I’m reading Stephen King’s latest book, 11/22/63, so I thought this addendum, on this day, would be most fitting. (Also, this week’s entry was skimpy, and I felt a need to shore that up.) The main character, Jake Epping, travels back in time in an attempt to change the past, particularly to prevent the assassination of JFK, as you might gather from the title. I haven’t read a King novel in many years, and I’d forgotten how compelling he can be when describing ordinary life. It’s a great read.
I’ve always been obsessed with small coincidences that turn into big moments, and this book has stoked that. Jake must constantly speculate on how his actions will influence the future, as in a “butterfly effect.”

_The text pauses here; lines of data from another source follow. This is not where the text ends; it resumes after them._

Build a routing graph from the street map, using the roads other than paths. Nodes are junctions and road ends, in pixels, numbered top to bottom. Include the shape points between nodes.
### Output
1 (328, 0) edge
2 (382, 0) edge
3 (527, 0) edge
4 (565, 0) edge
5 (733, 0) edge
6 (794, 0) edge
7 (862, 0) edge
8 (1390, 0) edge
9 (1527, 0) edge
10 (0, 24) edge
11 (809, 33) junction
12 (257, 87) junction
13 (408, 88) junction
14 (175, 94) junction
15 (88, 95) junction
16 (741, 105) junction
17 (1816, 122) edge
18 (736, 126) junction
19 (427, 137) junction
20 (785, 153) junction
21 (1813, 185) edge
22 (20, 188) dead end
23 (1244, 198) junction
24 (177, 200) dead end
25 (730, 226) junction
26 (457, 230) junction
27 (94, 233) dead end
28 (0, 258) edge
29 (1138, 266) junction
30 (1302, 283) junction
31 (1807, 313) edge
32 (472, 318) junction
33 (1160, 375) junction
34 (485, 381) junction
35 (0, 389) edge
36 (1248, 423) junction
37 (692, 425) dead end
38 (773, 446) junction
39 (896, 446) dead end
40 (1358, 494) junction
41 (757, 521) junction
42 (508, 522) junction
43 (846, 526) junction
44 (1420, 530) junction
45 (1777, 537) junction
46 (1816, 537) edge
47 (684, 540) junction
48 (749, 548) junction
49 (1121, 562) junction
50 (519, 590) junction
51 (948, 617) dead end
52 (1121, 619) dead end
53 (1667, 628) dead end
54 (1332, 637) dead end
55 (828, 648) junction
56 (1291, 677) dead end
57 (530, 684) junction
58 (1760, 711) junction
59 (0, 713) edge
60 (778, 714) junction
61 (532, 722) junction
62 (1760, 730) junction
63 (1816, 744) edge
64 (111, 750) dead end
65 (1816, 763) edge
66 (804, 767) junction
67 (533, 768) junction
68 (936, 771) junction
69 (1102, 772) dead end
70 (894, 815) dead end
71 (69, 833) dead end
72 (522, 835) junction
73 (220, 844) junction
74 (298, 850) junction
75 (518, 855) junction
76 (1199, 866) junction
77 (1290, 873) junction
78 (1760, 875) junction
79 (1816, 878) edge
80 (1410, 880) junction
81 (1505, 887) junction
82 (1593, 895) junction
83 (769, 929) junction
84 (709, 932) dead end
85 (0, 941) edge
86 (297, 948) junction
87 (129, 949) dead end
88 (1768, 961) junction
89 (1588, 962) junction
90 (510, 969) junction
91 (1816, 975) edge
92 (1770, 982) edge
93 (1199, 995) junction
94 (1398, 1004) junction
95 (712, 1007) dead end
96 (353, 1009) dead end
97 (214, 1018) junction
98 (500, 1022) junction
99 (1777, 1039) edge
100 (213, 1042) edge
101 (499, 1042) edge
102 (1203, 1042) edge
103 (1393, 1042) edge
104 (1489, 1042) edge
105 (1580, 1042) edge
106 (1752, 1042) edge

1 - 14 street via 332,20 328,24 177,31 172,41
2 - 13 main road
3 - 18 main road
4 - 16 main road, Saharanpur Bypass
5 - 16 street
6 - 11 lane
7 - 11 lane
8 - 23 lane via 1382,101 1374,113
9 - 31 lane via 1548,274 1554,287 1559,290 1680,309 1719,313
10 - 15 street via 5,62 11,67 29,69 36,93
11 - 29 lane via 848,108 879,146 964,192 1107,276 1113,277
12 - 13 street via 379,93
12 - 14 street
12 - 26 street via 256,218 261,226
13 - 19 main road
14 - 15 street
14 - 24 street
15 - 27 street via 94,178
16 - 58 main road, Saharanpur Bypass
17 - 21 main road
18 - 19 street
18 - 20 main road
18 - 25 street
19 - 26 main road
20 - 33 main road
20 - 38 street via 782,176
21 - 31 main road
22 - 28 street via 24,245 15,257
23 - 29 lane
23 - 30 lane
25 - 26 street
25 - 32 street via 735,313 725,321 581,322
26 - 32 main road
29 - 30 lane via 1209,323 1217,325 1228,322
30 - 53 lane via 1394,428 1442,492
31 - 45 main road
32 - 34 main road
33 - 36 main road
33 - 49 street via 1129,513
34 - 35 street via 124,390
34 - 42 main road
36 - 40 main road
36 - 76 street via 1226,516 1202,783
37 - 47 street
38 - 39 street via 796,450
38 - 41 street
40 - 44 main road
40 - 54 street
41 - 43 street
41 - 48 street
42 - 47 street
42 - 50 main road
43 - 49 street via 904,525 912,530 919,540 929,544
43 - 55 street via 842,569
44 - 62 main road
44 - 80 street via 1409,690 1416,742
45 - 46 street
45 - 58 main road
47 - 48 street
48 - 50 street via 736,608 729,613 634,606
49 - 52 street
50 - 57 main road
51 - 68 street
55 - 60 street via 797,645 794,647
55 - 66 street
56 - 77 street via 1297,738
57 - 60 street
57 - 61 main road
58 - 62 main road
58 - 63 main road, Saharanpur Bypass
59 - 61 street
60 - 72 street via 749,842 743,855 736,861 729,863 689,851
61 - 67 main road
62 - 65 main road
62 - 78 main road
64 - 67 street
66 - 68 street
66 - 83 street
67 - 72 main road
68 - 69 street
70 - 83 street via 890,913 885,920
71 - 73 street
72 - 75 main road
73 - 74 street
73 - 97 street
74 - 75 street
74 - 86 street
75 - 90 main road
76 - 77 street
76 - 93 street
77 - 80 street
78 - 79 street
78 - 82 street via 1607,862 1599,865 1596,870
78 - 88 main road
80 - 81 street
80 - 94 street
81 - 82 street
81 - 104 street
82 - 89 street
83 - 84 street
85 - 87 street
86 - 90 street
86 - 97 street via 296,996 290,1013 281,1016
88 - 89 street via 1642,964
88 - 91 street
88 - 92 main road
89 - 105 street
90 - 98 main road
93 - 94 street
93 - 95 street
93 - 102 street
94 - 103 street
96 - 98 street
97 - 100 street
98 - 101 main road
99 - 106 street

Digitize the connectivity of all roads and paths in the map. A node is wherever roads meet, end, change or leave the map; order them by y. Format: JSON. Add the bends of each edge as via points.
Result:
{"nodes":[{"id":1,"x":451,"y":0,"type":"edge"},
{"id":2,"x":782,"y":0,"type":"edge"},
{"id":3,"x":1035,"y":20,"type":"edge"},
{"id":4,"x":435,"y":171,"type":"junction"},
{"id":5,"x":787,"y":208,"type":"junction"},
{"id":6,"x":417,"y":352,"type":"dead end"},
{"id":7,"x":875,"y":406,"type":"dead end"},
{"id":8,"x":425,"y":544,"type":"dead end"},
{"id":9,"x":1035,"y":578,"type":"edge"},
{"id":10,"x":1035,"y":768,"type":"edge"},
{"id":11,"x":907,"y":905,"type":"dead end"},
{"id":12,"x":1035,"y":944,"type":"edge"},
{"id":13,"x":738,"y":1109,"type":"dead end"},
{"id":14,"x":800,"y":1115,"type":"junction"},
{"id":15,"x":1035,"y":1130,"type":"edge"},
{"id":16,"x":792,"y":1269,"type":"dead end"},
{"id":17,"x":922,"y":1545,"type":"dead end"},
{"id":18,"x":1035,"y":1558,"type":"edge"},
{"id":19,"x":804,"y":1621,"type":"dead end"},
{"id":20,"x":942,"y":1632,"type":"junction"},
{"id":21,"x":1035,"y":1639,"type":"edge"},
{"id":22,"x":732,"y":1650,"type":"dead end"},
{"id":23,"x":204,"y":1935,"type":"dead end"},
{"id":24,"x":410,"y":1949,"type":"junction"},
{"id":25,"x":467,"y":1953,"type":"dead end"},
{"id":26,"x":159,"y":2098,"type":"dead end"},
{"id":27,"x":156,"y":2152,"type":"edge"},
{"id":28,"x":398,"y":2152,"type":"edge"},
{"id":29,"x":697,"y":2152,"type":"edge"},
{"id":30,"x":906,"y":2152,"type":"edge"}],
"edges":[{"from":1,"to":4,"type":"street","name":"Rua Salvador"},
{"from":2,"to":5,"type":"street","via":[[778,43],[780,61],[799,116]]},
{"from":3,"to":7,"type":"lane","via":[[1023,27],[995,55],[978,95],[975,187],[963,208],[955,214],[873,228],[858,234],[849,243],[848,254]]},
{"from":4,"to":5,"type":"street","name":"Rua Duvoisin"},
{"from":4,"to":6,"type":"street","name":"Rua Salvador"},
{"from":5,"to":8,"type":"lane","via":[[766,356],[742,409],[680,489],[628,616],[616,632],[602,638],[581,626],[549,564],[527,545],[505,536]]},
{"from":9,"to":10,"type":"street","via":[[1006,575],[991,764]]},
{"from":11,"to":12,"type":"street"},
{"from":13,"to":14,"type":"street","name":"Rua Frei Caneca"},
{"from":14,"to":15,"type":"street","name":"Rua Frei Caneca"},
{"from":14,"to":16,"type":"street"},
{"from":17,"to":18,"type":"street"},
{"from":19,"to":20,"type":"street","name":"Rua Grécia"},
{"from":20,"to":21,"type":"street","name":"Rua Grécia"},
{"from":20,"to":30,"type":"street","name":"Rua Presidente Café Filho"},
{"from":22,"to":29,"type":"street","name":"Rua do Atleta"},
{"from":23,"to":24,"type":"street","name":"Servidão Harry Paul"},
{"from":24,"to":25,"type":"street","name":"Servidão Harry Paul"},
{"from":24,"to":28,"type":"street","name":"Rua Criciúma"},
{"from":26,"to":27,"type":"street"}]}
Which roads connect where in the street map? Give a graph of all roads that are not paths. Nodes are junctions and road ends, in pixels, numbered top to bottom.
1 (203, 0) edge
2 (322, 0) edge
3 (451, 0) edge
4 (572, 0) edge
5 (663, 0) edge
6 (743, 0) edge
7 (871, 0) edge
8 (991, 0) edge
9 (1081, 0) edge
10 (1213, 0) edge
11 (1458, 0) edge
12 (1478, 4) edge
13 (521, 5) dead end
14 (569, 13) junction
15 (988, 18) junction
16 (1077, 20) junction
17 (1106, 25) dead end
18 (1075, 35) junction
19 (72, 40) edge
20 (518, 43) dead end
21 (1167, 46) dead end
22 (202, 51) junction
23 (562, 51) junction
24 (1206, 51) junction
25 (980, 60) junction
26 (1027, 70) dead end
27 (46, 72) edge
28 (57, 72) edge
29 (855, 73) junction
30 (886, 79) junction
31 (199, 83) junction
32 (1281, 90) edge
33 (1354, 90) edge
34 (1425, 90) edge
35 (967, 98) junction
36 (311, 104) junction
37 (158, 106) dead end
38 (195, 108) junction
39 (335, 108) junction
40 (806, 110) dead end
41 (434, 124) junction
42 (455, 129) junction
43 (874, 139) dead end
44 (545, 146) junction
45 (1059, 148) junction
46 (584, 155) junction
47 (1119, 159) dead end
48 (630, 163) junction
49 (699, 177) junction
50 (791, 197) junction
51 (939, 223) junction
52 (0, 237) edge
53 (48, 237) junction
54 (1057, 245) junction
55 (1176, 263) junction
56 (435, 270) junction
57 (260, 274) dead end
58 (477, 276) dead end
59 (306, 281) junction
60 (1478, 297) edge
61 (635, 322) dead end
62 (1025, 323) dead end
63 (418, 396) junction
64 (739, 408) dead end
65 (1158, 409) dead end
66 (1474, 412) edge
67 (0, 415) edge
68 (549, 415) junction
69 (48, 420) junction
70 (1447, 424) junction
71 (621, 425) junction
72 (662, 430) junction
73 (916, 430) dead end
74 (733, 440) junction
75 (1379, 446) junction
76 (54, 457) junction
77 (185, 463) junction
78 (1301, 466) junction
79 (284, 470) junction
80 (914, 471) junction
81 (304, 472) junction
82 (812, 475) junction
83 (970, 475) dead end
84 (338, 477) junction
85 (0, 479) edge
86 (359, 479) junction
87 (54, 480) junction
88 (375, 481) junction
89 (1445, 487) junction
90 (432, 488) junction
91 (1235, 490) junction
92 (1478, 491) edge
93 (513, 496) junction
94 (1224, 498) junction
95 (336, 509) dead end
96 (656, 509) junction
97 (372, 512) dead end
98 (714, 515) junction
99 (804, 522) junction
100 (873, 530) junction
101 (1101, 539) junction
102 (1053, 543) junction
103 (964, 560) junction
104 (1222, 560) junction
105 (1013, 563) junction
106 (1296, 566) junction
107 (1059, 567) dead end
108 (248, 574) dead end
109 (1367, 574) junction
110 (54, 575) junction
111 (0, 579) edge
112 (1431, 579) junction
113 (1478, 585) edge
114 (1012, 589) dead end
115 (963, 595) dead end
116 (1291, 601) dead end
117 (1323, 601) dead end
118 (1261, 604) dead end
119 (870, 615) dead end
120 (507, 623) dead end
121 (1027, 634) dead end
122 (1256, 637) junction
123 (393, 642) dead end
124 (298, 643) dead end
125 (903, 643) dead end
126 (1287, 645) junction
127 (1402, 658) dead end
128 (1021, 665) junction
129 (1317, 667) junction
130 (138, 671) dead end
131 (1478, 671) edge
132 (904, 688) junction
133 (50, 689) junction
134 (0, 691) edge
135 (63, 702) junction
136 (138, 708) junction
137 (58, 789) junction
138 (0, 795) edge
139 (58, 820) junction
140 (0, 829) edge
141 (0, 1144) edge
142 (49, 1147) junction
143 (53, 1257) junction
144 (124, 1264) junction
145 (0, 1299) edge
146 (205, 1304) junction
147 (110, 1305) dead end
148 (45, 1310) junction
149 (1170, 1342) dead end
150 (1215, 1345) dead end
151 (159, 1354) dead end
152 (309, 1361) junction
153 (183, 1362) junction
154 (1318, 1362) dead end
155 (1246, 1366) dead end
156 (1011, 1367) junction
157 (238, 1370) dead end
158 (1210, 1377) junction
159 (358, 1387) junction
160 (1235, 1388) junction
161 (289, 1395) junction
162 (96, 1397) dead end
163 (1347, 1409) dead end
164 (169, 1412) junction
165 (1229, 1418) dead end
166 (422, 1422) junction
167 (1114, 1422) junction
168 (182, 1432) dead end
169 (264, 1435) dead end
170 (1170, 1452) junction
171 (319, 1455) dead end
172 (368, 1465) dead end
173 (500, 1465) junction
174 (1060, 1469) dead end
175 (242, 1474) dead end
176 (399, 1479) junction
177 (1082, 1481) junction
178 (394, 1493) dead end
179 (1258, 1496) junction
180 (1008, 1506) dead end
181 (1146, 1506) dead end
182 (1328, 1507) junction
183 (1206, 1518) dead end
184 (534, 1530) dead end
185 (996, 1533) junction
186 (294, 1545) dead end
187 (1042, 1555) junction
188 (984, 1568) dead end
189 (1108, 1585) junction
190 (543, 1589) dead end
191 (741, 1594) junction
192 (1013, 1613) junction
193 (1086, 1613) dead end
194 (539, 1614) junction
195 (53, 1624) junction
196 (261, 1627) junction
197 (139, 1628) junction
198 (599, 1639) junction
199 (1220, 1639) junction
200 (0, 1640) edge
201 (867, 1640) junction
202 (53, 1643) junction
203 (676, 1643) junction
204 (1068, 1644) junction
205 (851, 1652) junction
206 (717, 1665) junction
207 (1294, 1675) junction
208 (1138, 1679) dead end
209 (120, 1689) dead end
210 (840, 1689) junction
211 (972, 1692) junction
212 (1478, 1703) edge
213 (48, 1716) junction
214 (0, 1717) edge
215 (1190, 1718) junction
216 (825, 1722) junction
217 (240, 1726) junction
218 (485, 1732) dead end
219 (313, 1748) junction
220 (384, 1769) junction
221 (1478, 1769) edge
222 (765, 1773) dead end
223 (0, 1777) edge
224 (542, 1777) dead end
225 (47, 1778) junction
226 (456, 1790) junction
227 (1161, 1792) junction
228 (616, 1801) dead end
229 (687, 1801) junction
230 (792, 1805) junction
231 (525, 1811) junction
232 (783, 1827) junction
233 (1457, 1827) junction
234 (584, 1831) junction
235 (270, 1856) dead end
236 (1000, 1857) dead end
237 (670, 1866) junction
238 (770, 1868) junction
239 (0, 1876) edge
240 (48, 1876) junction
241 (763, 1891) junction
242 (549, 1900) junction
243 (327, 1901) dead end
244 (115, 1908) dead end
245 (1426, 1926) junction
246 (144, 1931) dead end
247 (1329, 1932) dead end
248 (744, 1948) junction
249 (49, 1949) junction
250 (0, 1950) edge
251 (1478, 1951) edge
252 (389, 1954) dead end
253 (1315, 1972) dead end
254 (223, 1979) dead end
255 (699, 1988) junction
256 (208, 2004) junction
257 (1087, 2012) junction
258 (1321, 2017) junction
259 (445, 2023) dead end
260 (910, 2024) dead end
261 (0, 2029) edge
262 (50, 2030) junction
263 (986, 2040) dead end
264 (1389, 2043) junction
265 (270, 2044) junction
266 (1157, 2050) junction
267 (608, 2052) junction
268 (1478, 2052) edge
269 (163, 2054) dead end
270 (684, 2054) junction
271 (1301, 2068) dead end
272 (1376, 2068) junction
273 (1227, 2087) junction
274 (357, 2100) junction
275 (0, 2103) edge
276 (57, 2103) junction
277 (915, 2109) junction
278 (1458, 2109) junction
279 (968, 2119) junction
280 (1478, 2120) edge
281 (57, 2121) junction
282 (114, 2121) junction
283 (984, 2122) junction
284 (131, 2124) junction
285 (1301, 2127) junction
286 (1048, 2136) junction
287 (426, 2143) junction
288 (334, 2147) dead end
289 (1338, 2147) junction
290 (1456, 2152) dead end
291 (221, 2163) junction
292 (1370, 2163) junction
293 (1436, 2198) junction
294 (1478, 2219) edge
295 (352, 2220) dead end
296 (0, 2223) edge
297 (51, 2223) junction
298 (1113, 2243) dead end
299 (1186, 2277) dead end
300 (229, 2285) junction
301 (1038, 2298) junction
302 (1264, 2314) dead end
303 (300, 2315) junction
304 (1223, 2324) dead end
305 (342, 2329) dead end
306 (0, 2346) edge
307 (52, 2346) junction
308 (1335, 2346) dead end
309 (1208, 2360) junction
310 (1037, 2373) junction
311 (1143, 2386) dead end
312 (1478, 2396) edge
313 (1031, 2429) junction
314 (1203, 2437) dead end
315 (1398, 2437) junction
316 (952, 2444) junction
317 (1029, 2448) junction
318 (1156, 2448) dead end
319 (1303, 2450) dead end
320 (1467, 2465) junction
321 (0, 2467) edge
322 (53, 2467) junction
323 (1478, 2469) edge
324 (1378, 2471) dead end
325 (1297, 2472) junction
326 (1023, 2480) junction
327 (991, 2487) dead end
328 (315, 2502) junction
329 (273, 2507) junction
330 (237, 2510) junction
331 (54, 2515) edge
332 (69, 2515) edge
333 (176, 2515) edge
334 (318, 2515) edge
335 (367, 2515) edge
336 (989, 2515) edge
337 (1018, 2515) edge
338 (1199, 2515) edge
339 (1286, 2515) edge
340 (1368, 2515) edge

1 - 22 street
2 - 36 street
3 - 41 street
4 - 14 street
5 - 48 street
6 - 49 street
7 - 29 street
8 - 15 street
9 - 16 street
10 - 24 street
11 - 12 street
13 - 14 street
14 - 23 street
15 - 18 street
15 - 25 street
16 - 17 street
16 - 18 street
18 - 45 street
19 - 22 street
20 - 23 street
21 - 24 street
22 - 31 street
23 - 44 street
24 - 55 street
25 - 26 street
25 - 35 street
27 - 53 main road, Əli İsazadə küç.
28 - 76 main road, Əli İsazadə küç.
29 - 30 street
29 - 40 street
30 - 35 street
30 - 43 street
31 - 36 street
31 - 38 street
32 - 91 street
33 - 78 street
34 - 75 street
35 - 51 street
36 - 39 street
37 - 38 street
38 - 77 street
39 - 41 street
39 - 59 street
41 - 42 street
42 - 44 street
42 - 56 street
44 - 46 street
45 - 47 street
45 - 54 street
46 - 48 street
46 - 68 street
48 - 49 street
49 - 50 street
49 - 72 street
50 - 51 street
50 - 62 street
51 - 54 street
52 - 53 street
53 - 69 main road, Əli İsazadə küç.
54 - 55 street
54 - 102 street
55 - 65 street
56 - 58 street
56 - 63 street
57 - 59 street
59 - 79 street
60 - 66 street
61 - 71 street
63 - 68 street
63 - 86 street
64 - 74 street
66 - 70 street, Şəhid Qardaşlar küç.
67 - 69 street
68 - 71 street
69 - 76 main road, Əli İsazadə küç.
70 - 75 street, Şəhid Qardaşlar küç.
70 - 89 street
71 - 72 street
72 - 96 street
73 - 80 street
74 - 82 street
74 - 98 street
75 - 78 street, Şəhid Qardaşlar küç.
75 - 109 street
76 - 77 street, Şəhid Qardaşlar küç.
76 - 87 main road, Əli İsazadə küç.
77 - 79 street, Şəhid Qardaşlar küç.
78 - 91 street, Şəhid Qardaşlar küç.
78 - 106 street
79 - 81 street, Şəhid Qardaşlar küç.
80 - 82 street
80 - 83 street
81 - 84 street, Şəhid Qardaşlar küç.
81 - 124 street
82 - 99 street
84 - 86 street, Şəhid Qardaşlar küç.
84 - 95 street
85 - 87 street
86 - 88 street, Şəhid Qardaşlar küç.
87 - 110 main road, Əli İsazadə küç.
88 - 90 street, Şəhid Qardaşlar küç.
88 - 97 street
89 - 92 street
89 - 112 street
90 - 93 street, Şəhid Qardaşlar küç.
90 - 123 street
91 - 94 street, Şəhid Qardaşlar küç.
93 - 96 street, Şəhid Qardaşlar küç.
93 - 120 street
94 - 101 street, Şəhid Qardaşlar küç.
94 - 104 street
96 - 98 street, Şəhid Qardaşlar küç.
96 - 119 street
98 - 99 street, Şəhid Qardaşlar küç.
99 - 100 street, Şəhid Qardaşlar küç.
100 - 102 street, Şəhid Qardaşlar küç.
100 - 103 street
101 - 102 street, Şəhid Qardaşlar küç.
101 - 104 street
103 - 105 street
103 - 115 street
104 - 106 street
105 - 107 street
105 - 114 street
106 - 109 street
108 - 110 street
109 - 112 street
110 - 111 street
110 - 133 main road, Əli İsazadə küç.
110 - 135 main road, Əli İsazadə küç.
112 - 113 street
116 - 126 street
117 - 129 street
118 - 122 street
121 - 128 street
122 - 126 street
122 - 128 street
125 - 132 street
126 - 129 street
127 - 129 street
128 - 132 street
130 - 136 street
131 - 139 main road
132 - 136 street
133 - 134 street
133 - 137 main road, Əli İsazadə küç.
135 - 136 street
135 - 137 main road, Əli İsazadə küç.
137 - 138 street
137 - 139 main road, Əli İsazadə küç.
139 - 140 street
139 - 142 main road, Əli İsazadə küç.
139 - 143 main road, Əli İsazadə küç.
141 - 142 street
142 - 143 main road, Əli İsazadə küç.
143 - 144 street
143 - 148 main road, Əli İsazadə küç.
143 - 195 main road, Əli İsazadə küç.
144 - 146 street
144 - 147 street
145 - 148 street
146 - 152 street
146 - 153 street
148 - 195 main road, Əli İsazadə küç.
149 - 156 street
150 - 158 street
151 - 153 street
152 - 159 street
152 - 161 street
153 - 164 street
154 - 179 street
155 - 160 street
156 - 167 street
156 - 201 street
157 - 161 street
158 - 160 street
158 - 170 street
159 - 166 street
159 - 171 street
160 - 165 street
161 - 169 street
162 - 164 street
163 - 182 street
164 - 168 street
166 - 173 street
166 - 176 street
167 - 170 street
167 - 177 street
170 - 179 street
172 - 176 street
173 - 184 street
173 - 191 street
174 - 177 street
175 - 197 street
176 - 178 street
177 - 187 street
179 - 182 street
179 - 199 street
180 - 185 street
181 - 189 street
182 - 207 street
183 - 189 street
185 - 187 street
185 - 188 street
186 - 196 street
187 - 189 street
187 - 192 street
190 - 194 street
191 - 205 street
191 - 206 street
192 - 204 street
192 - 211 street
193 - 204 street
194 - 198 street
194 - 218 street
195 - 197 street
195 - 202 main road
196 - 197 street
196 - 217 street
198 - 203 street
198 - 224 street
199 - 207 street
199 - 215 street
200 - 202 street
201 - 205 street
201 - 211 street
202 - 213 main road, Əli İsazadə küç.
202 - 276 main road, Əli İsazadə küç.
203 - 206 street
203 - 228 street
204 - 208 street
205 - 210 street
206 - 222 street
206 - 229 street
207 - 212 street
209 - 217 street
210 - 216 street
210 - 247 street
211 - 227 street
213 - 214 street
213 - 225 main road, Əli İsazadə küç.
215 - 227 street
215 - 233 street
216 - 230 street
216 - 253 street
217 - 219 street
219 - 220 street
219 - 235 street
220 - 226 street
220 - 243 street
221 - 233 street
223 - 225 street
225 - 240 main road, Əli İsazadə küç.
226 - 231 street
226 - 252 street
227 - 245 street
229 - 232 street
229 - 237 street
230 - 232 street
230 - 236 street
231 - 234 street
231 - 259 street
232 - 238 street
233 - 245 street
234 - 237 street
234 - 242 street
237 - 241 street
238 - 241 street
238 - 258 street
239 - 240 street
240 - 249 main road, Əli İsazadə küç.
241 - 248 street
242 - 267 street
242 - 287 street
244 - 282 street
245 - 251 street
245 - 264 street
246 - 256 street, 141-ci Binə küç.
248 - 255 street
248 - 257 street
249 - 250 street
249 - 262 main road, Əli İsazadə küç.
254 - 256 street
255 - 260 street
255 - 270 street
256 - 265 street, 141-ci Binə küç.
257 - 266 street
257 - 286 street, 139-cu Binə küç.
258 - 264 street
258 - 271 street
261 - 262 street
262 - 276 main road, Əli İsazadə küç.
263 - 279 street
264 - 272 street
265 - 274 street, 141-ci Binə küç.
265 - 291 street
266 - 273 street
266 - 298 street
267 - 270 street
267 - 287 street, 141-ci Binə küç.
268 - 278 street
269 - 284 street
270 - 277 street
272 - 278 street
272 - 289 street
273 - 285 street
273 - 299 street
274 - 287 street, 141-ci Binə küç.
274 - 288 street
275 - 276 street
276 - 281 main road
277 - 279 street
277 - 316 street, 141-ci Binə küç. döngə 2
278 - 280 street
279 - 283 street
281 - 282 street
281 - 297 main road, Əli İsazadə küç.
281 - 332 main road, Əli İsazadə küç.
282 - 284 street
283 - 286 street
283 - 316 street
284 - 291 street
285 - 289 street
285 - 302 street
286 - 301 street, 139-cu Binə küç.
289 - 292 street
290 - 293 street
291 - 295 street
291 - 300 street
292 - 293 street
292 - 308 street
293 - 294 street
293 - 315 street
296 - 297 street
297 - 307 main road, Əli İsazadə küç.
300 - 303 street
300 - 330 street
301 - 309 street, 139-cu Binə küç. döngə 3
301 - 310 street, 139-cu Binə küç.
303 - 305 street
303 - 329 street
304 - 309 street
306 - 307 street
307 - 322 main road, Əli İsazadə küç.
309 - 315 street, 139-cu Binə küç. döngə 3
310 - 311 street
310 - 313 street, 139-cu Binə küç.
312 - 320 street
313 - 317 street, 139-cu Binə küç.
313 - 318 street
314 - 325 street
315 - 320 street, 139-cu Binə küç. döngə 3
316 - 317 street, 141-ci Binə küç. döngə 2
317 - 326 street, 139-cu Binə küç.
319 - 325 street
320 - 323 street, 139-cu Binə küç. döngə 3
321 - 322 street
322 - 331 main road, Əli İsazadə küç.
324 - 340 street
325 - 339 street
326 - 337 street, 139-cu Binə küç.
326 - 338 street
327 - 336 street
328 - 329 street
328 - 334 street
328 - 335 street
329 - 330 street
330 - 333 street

In real life, such thinking, if it were front and center, would drive us crazy, but last weekend at the conference, I indulged myself for a few minutes. I was walking down Wabash Avenue with two co-presenters and friends from St. Louis. The day before, the three of us, along with Gary, presented a talk on Writers Week, urging other teachers from around the country (and even a few there from Australia and Canada!) to try hosting their own week. It’s the best week of the school year, we said. It creates a sense of community. It’s inspiring. Some of the best writers at our school are as well known as the best athletes. No kidding. We spent over an hour sharing the riches. It’s like when you know you have a good thing, that moist chocolate cake from Portillo’s for example, and you want everyone else to know it too. Here was my butterfly thought: there are young people at home right now, around the country, who will one day be changed because of something we said during our presentation. Because two or three of those teachers from a roomful of about 80 will go back to their schools and one day start their own versions of Writers Week, and students will write drafts and polish their work and take to the stage, and voices will be heard that would not have ordinarily been heard. They’ll share stories about heartache and family and best friends and what it means to be—And now I must stop thinking about this before my head starts spinning.